*Exercise requirements*:
In the entries below, find the lines with the word "lane" and copy them.
━━━ Data section
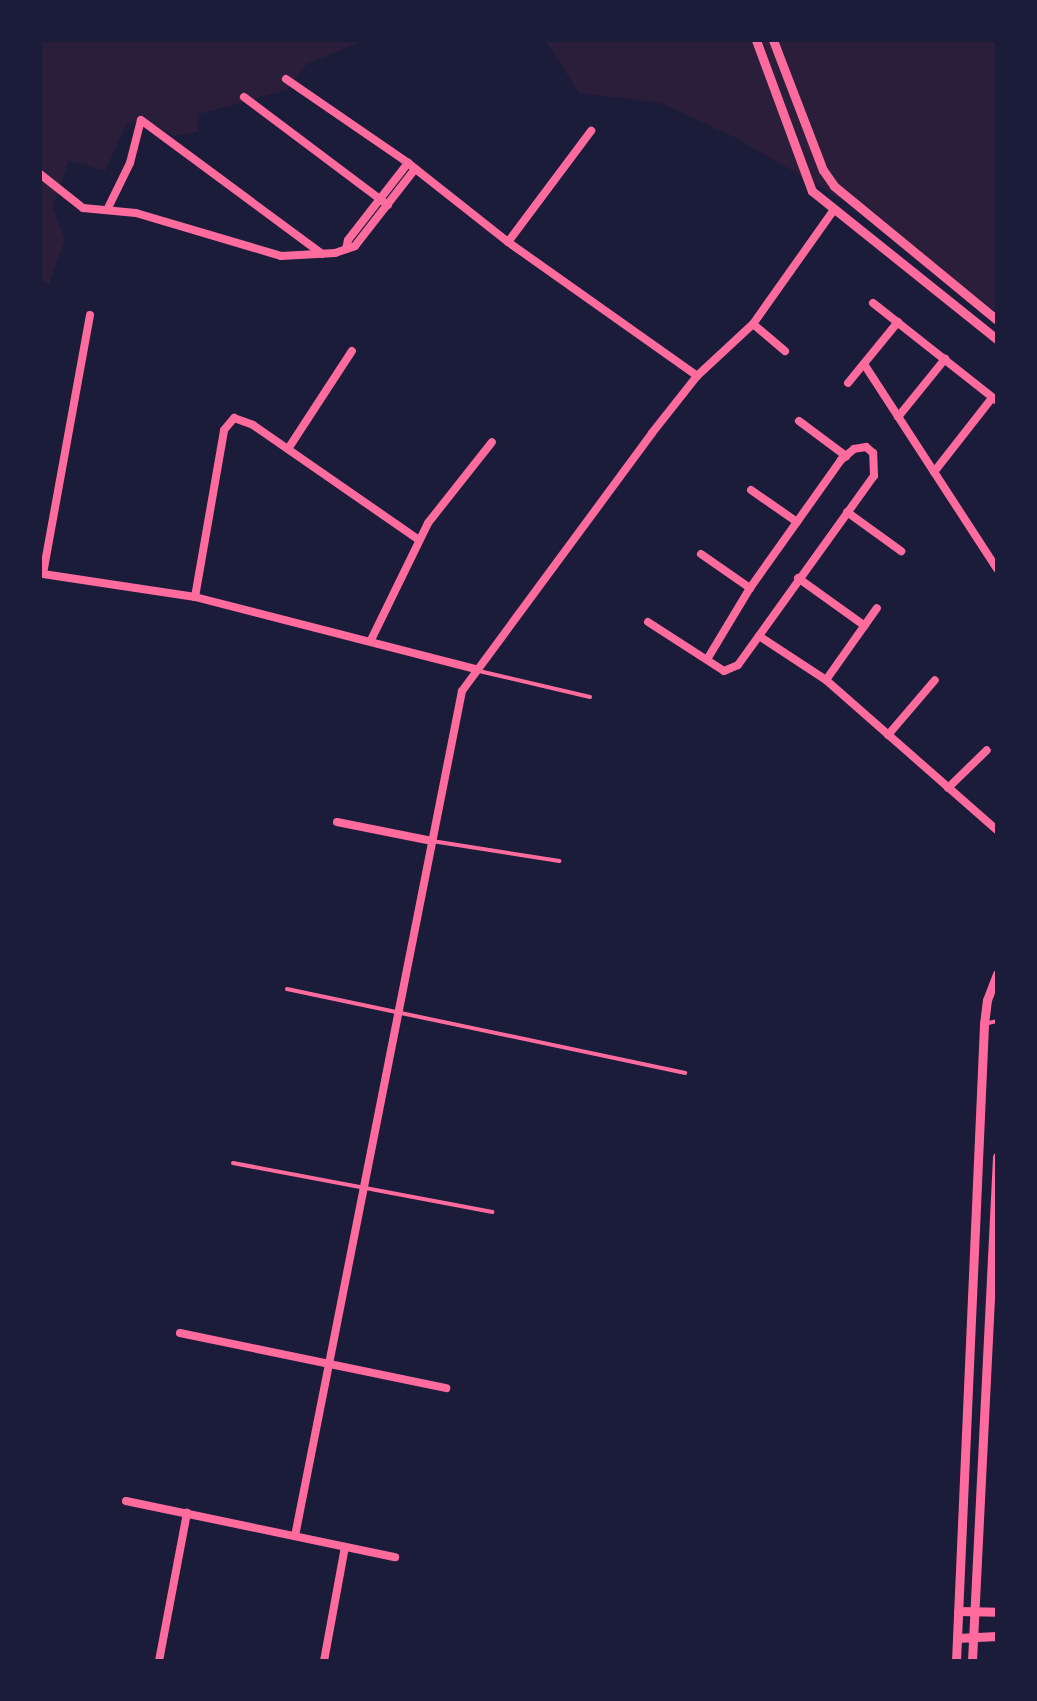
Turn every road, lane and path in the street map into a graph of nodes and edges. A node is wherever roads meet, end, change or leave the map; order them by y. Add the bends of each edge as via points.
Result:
1 (756, 40) edge
2 (773, 40) edge
3 (286, 80) dead end
4 (244, 97) dead end
5 (591, 131) dead end
6 (412, 166) junction
7 (40, 174) edge
8 (384, 202) junction
9 (108, 208) junction
10 (833, 211) junction
11 (508, 242) junction
12 (322, 254) junction
13 (873, 303) dead end
14 (90, 315) dead end
15 (997, 320) edge
16 (898, 322) junction
17 (753, 324) junction
18 (997, 339) edge
19 (352, 351) dead end
20 (785, 351) dead end
21 (945, 359) junction
22 (864, 364) junction
23 (698, 376) junction
24 (848, 383) dead end
25 (994, 400) edge
26 (898, 417) junction
27 (799, 422) dead end
28 (492, 442) dead end
29 (288, 449) junction
30 (846, 456) junction
31 (934, 472) junction
32 (751, 490) dead end
33 (847, 512) junction
34 (797, 522) junction
35 (420, 540) junction
36 (901, 552) dead end
37 (701, 554) dead end
38 (997, 570) edge
39 (798, 578) junction
40 (750, 588) junction
41 (196, 598) junction
42 (877, 608) dead end
43 (648, 622) dead end
44 (865, 626) junction
45 (759, 636) junction
46 (370, 640) junction
47 (708, 658) junction
48 (475, 670) junction
49 (826, 680) junction
50 (935, 680) dead end
51 (590, 697) dead end
52 (888, 735) junction
53 (987, 750) dead end
54 (948, 788) junction
55 (337, 822) dead end
56 (997, 830) edge
57 (432, 841) junction
58 (559, 860) dead end
59 (997, 974) edge
60 (288, 989) dead end
61 (399, 1014) junction
62 (997, 1021) edge
63 (984, 1024) junction
64 (685, 1073) dead end
65 (997, 1157) edge
66 (233, 1164) dead end
67 (366, 1189) junction
68 (492, 1212) dead end
69 (180, 1333) dead end
70 (330, 1364) junction
71 (446, 1388) dead end
72 (126, 1501) dead end
73 (188, 1514) junction
74 (295, 1536) junction
75 (345, 1546) junction
76 (395, 1557) dead end
77 (958, 1611) junction
78 (974, 1611) junction
79 (997, 1612) edge
80 (973, 1635) junction
81 (997, 1636) edge
82 (957, 1638) junction
83 (159, 1661) edge
84 (324, 1661) edge
85 (956, 1661) edge
86 (972, 1661) edge

1 - 10 street via 808,186
2 - 15 street via 834,186
3 - 6 street
4 - 8 street
5 - 11 street
6 - 8 street
6 - 11 street
7 - 9 street via 83,208
8 - 12 street via 355,246
9 - 12 street via 281,256
9 - 12 street via 141,120
10 - 17 street
10 - 18 street
11 - 23 street
13 - 16 street
14 - 41 street via 44,574
16 - 21 street
16 - 22 street
17 - 20 street
17 - 23 street
19 - 29 street
21 - 25 street
21 - 26 street
22 - 24 street
22 - 26 street
23 - 48 street
25 - 31 street
26 - 31 street
27 - 30 street
28 - 35 street
29 - 35 street
29 - 41 street via 234,418 224,430
30 - 33 street via 866,447 877,468
30 - 34 street
31 - 38 street
32 - 34 street
33 - 36 street
33 - 39 street
34 - 40 street
35 - 46 street
37 - 40 street
39 - 44 street
39 - 45 street
40 - 47 street
41 - 46 street
42 - 44 street
43 - 47 street
44 - 49 street
45 - 47 street via 738,665 724,671
45 - 49 street
46 - 48 street
48 - 51 lane
48 - 57 street via 454,720
49 - 52 street
50 - 52 street
52 - 54 street
53 - 54 street
54 - 56 street
55 - 57 street
57 - 58 lane
57 - 61 street
59 - 63 street
60 - 61 lane
61 - 64 lane
61 - 67 street
62 - 63 lane
63 - 77 street
65 - 78 street
66 - 67 lane
67 - 68 lane
67 - 70 street
69 - 70 street
70 - 71 street
70 - 74 street
72 - 73 street
73 - 74 street
73 - 83 street
74 - 75 street
75 - 76 street
75 - 84 street
77 - 78 street
77 - 82 street
78 - 79 street
78 - 80 street
80 - 81 street
80 - 82 street
80 - 86 street
82 - 85 street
━━━━━━
*Exercise output*:
Turn every road, lane and path in the street map into a graph of nodes and edges. A node is wherever roads meet, end, change or leave the map; order them by y. Add the bends of each edge as via points.
48 - 51 lane
57 - 58 lane
60 - 61 lane
61 - 64 lane
62 - 63 lane
66 - 67 lane
67 - 68 lane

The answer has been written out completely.